Your task: Find every line in the listing below that includes the word "middle", then give only how many there are.

· · ·

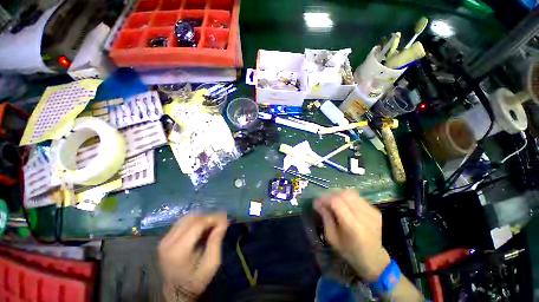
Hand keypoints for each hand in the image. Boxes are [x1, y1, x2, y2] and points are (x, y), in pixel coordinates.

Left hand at [158, 214, 227, 299]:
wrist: (176, 292)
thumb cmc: (196, 280)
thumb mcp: (211, 265)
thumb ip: (216, 241)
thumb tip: (224, 221)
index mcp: (178, 250)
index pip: (197, 224)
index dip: (213, 218)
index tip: (225, 218)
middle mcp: (168, 242)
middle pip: (191, 217)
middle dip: (208, 216)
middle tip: (220, 220)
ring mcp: (164, 239)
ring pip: (186, 217)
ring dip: (202, 216)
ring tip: (212, 223)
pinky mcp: (165, 238)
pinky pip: (182, 222)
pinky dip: (195, 220)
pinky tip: (202, 226)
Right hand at [314, 190, 389, 281]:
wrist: (374, 259)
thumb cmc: (349, 251)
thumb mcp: (332, 237)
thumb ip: (325, 217)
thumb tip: (316, 202)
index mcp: (353, 226)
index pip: (336, 202)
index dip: (325, 198)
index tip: (318, 201)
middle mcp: (364, 216)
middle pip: (344, 194)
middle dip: (332, 194)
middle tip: (325, 200)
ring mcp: (372, 212)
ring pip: (351, 193)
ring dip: (340, 195)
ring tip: (334, 201)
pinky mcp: (376, 211)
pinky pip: (358, 197)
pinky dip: (348, 198)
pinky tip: (345, 205)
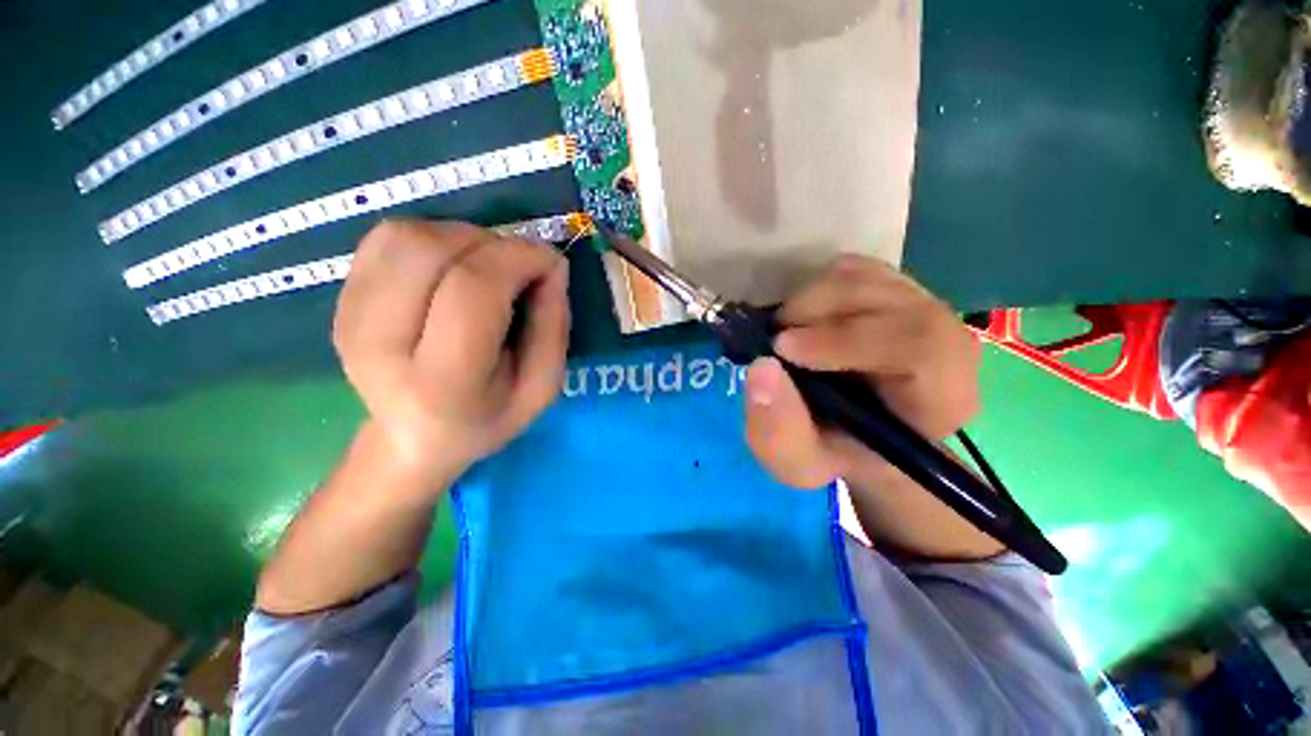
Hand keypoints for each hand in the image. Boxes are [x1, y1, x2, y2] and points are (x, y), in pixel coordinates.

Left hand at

· · ·

Answer below: 8